> Exercise objective: Among the entries below, find each line with "bridge" and show it.

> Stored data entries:
——————
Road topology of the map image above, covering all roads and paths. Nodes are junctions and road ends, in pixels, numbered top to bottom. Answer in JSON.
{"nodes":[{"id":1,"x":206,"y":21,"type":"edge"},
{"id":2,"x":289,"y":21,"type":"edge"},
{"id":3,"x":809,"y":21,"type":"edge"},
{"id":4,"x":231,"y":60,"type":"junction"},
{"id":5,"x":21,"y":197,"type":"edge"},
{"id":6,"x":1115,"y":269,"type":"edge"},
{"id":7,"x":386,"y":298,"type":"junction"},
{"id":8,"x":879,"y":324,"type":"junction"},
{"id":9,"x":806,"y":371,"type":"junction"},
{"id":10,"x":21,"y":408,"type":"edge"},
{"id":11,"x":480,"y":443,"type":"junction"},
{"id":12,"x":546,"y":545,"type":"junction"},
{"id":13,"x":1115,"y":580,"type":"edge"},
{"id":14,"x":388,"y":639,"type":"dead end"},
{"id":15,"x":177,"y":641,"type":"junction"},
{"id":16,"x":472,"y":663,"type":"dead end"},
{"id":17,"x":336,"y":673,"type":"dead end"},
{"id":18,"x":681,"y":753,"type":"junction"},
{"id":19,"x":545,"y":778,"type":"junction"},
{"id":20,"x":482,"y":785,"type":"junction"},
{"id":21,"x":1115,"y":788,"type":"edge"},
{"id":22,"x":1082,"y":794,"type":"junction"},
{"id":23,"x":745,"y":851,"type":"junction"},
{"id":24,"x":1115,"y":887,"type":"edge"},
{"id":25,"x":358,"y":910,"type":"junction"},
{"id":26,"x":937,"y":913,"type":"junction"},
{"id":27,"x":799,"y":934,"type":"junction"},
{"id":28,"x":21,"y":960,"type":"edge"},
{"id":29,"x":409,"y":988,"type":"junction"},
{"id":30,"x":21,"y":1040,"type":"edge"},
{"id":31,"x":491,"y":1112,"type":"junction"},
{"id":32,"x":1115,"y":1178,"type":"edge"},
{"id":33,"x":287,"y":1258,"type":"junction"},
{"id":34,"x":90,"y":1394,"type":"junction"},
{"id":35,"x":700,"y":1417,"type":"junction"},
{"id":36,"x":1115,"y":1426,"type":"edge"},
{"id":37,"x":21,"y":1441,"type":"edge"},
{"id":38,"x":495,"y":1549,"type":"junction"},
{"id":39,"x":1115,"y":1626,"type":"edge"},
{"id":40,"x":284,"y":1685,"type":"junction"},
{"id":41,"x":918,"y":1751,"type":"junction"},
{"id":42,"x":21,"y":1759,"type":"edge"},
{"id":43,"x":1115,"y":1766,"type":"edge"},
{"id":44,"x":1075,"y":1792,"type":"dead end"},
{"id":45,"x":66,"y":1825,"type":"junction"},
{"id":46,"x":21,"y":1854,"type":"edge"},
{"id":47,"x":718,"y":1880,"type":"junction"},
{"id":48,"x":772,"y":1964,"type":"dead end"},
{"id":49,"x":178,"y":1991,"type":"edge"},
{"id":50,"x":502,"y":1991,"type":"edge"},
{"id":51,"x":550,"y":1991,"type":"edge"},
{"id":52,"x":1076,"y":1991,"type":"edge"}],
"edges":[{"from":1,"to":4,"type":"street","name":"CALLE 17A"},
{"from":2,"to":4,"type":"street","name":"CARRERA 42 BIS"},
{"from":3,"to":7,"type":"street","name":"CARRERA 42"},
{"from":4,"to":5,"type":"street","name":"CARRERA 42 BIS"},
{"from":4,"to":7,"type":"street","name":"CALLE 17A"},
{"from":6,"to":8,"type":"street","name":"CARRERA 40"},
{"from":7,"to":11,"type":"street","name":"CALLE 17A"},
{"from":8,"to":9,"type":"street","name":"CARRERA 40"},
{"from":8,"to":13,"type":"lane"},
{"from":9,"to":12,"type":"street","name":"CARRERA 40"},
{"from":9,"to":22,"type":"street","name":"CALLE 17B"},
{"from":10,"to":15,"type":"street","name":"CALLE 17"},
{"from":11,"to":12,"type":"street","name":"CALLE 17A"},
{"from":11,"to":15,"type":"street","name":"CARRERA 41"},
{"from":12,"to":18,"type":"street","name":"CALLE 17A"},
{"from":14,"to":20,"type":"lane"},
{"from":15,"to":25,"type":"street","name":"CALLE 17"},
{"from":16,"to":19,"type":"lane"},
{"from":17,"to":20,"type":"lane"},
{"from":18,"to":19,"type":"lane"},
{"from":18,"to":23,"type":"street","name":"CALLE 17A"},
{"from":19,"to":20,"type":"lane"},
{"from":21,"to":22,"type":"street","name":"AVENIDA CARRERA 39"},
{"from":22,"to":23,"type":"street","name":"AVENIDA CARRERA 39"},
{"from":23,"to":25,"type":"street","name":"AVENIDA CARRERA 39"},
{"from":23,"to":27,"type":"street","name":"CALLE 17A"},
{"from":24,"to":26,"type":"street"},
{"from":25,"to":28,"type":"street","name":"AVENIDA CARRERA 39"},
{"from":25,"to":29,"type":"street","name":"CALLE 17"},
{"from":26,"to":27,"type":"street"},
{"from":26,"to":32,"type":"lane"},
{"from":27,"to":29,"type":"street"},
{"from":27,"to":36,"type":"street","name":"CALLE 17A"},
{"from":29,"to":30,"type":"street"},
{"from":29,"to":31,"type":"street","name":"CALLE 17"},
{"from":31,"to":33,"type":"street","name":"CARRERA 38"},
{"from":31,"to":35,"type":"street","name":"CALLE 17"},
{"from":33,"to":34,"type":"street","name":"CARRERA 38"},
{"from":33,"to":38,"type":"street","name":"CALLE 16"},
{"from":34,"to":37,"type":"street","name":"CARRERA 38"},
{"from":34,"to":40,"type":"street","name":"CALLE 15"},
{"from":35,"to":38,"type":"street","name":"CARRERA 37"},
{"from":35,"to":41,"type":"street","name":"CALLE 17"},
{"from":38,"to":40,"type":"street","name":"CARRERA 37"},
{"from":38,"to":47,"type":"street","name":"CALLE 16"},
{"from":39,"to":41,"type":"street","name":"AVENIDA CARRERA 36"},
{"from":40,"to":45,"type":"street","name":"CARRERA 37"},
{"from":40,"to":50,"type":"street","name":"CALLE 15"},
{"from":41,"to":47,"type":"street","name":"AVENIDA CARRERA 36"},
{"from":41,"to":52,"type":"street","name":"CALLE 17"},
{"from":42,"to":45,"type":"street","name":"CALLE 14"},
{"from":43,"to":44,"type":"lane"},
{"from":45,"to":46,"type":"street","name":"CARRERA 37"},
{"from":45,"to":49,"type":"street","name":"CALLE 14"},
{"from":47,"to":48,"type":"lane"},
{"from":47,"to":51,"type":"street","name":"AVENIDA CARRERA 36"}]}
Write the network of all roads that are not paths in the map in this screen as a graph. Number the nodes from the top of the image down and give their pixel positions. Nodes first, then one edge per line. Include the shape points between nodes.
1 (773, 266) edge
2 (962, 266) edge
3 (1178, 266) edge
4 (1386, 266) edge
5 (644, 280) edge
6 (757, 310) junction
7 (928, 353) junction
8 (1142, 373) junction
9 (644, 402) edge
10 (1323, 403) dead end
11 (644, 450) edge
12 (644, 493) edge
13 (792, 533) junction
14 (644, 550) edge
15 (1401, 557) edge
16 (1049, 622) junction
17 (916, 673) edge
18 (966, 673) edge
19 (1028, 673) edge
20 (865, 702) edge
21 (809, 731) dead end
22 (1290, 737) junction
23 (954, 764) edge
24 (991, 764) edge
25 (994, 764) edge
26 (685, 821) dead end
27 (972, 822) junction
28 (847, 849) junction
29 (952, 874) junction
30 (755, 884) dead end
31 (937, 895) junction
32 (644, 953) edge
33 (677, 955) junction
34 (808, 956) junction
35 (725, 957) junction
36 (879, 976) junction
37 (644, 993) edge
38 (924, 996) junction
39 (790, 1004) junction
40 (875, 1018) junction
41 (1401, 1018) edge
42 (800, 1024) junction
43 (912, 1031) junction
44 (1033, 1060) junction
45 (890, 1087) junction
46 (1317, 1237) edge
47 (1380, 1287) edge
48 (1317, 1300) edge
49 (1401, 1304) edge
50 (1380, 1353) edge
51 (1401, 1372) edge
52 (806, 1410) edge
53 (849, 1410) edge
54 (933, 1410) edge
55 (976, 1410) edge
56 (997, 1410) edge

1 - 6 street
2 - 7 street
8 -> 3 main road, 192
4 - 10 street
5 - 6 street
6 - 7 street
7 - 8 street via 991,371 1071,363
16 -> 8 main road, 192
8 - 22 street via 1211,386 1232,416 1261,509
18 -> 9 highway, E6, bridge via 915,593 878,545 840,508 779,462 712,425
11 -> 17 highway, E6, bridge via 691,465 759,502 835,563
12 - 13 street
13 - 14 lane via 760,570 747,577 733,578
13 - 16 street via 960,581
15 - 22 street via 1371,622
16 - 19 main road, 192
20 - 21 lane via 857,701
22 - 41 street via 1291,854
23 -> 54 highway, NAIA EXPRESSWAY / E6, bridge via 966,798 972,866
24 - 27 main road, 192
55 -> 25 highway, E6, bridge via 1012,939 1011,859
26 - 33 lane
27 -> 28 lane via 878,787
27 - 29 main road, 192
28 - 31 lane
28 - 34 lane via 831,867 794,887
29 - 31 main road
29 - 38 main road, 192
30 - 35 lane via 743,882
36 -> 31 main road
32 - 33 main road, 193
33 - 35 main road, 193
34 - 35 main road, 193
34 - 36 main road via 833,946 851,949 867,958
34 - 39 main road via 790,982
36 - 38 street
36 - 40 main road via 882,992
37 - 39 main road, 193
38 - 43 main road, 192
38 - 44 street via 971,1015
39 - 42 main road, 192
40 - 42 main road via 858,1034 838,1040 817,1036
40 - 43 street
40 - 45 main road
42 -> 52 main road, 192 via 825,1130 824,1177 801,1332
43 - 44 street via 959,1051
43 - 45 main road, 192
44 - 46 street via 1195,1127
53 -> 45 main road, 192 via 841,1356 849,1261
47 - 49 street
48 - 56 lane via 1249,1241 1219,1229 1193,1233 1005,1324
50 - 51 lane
——————
> Finished exercise:
18 -> 9 highway, E6, bridge via 915,593 878,545 840,508 779,462 712,425
11 -> 17 highway, E6, bridge via 691,465 759,502 835,563
23 -> 54 highway, NAIA EXPRESSWAY / E6, bridge via 966,798 972,866
55 -> 25 highway, E6, bridge via 1012,939 1011,859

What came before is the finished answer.